What the exercise asks: Across the entries below, how many lines include the word "graph"? Reply with only the number.

▼

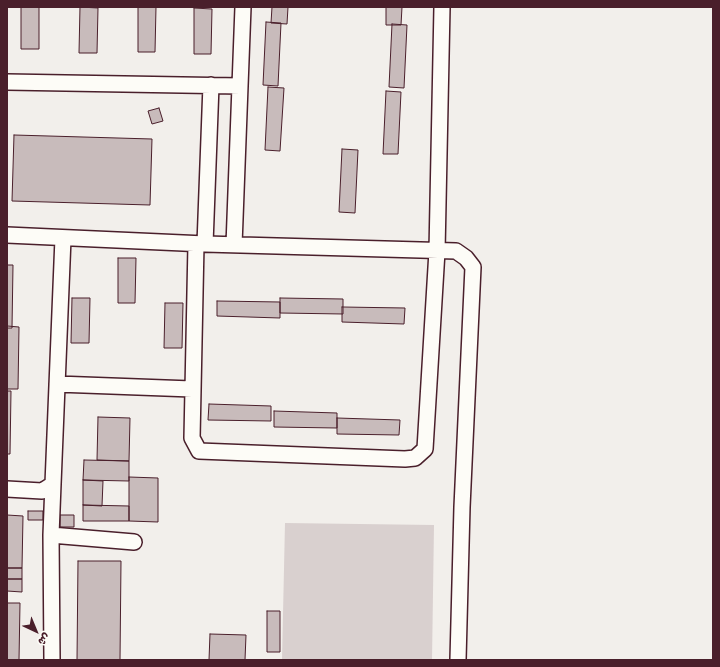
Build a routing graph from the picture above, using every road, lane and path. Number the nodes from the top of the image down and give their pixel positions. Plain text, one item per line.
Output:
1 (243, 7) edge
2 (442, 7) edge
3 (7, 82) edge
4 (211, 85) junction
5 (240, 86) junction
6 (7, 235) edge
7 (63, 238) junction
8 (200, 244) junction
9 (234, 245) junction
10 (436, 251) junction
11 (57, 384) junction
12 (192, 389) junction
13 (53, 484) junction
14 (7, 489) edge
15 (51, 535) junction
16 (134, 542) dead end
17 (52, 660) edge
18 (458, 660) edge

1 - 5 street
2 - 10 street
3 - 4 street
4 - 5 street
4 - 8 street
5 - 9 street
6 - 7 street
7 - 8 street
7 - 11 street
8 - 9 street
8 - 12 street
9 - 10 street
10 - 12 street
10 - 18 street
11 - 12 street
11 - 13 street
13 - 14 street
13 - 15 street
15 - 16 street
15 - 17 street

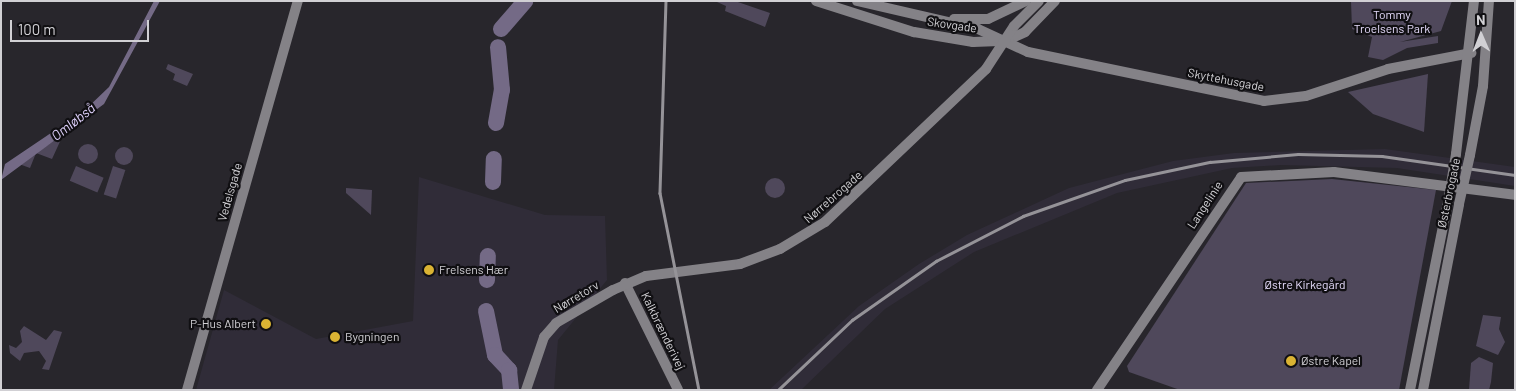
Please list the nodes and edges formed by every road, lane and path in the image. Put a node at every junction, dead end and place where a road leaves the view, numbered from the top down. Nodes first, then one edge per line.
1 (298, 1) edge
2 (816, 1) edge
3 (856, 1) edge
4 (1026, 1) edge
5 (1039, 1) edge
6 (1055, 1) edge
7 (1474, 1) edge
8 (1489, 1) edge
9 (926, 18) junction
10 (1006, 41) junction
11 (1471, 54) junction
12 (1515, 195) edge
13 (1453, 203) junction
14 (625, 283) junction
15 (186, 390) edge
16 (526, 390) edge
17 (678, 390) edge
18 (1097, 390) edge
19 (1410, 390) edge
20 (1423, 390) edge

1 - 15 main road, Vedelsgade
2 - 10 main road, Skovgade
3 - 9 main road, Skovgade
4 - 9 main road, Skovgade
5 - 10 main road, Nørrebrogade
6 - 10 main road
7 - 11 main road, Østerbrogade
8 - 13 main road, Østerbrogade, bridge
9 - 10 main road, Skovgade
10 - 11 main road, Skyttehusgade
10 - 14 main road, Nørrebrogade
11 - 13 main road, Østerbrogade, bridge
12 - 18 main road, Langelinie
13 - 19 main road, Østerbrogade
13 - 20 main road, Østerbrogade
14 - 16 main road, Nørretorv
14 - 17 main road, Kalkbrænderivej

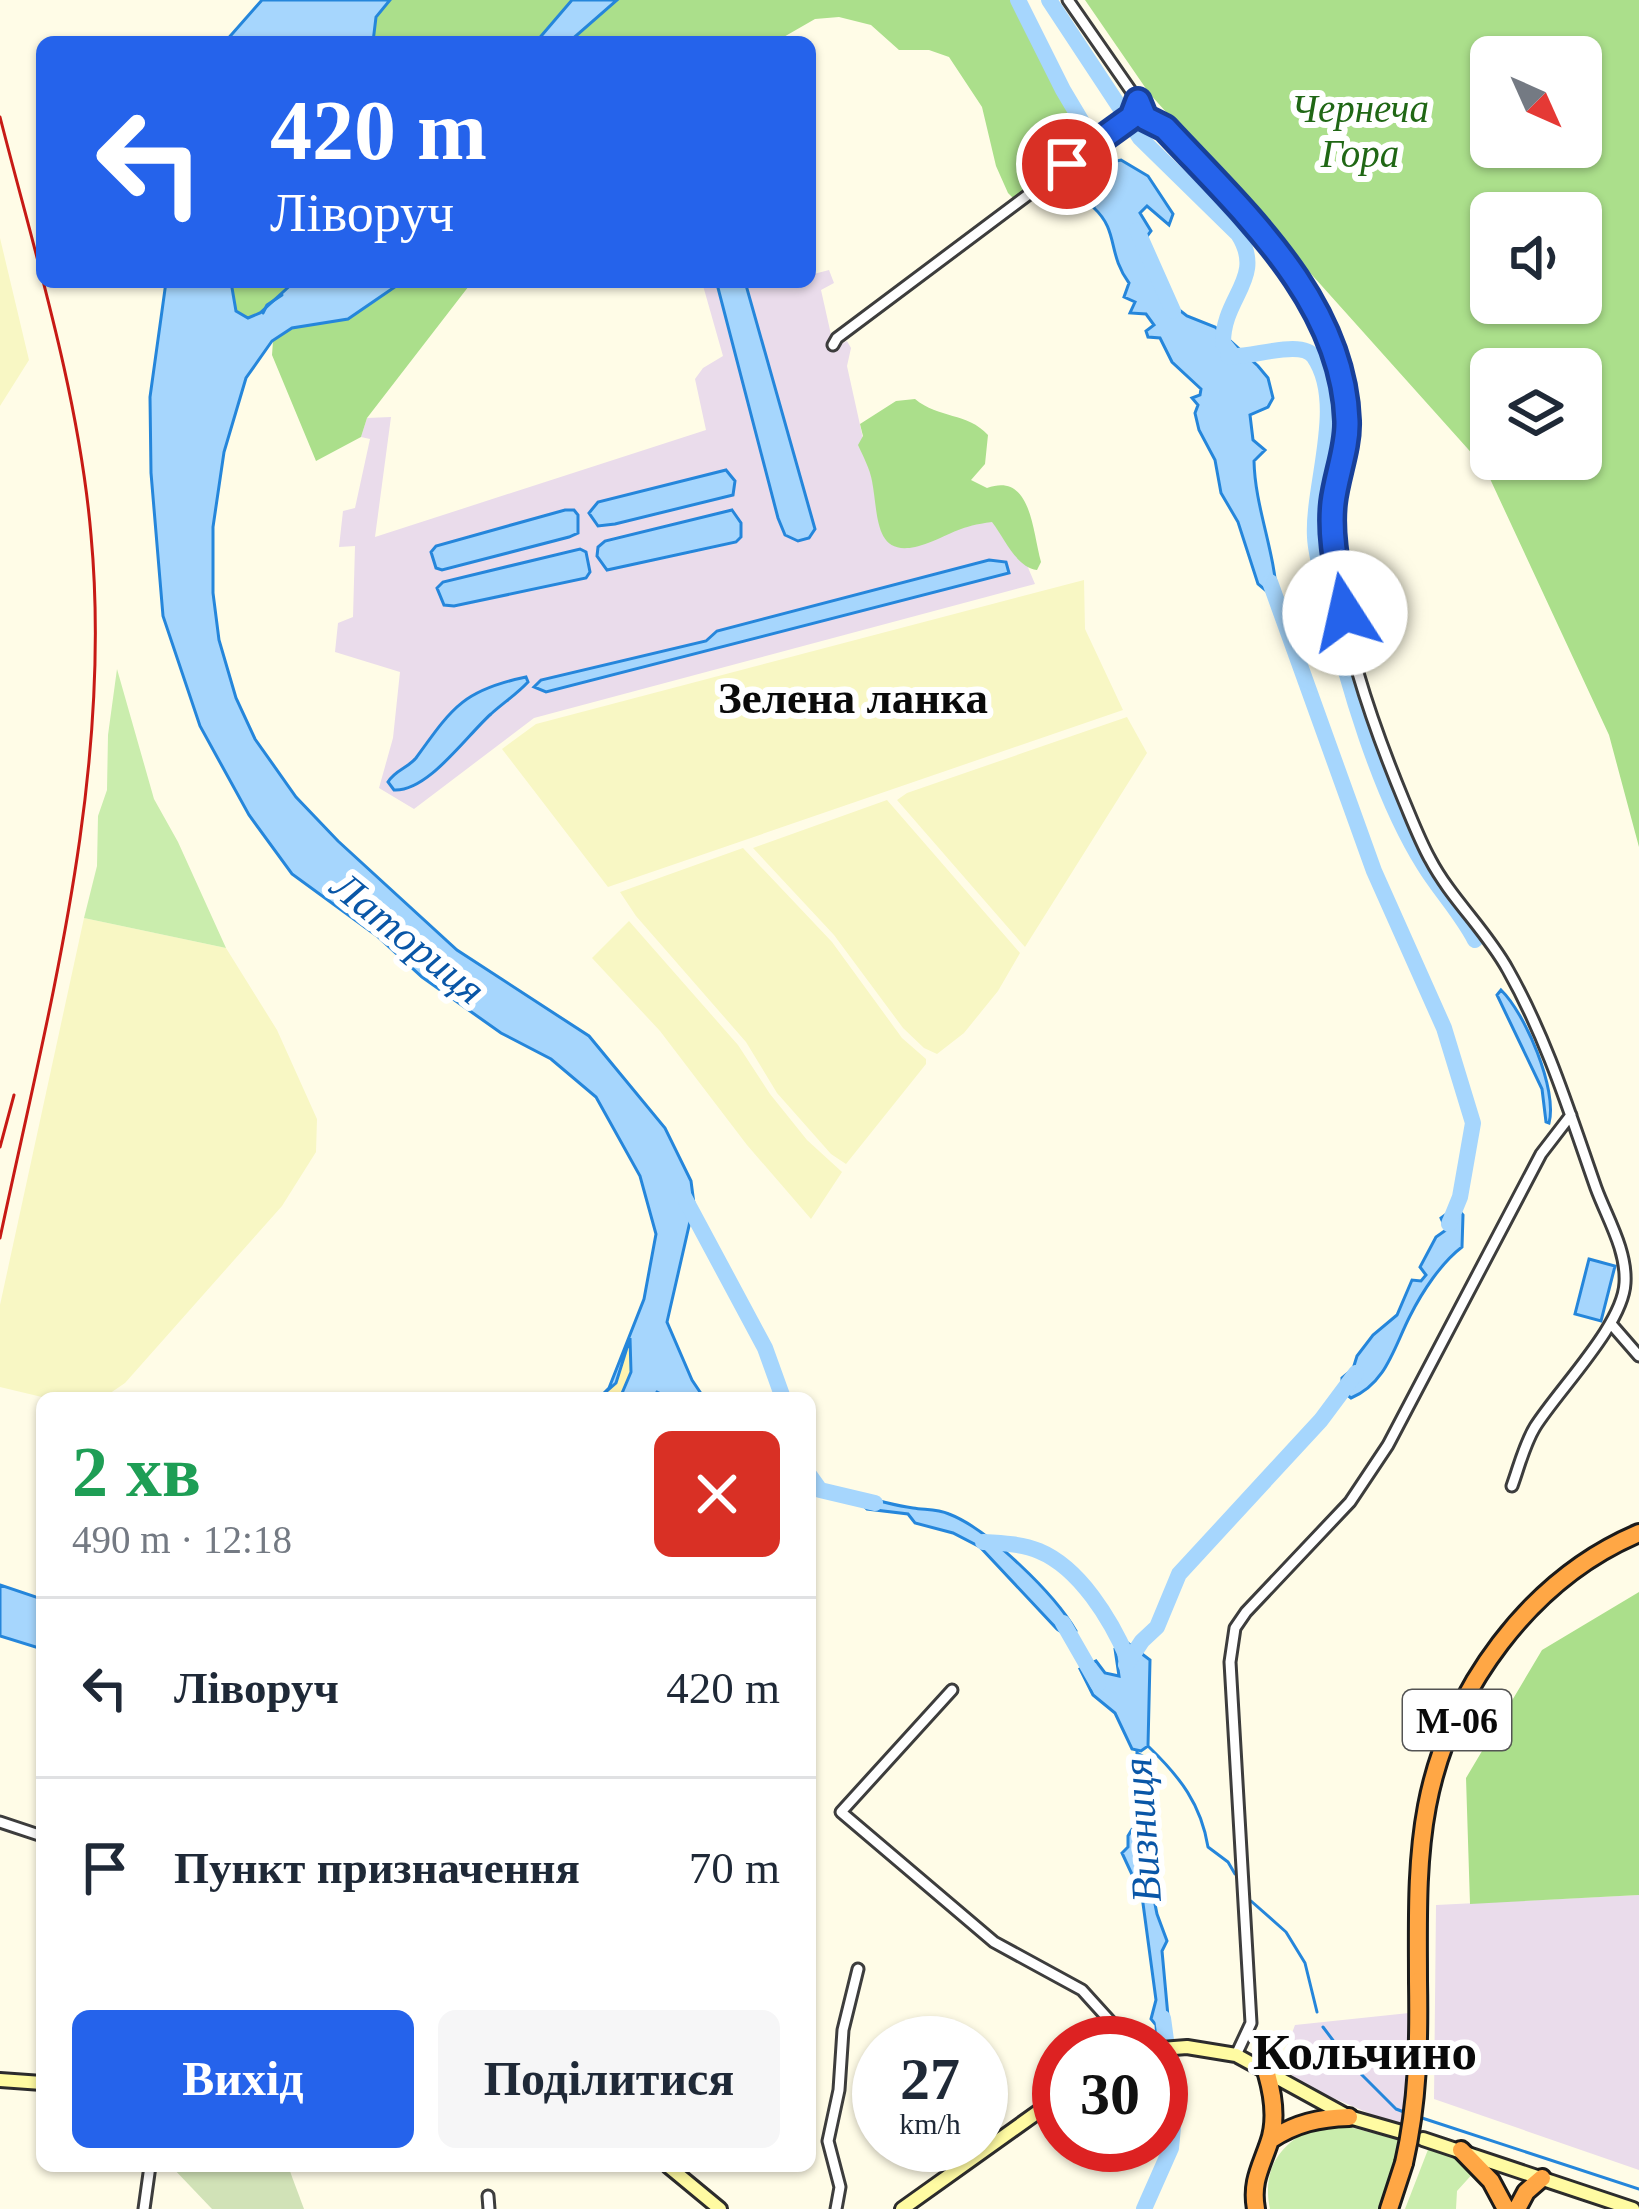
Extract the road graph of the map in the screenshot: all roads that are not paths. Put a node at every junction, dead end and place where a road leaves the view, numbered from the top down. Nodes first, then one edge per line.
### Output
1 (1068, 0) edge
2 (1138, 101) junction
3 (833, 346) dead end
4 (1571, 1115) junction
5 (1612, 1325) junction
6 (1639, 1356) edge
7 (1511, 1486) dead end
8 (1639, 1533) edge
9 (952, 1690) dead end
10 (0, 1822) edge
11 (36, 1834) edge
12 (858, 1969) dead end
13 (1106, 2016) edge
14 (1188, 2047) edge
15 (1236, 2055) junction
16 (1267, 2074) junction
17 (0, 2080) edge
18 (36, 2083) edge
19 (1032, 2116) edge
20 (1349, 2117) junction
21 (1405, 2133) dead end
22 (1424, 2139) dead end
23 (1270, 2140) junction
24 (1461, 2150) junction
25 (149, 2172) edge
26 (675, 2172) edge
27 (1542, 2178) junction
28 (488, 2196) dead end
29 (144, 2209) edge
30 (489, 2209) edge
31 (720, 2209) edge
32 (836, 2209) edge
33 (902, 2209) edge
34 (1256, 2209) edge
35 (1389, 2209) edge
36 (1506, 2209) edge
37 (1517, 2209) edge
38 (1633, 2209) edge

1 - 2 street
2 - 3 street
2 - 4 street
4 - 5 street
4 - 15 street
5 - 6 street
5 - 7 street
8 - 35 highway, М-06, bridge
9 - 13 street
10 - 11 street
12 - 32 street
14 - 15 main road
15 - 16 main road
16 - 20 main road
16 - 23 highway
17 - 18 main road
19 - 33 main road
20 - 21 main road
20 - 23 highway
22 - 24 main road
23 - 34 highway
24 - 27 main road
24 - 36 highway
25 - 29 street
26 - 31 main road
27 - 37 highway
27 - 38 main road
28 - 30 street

▲
▼

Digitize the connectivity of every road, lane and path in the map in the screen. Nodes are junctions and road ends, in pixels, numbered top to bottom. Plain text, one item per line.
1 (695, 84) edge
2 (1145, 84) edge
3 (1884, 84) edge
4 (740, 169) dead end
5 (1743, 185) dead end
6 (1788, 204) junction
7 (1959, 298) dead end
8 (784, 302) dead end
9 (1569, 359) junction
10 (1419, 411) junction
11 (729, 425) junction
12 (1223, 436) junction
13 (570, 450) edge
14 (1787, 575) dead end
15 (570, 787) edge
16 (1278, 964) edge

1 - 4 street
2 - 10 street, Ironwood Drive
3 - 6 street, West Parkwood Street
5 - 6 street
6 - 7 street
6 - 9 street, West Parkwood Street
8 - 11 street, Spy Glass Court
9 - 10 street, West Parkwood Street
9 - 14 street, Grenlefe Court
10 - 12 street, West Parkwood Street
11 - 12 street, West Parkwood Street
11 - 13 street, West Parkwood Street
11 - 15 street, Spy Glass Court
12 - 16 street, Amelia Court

▲

Task solution: 2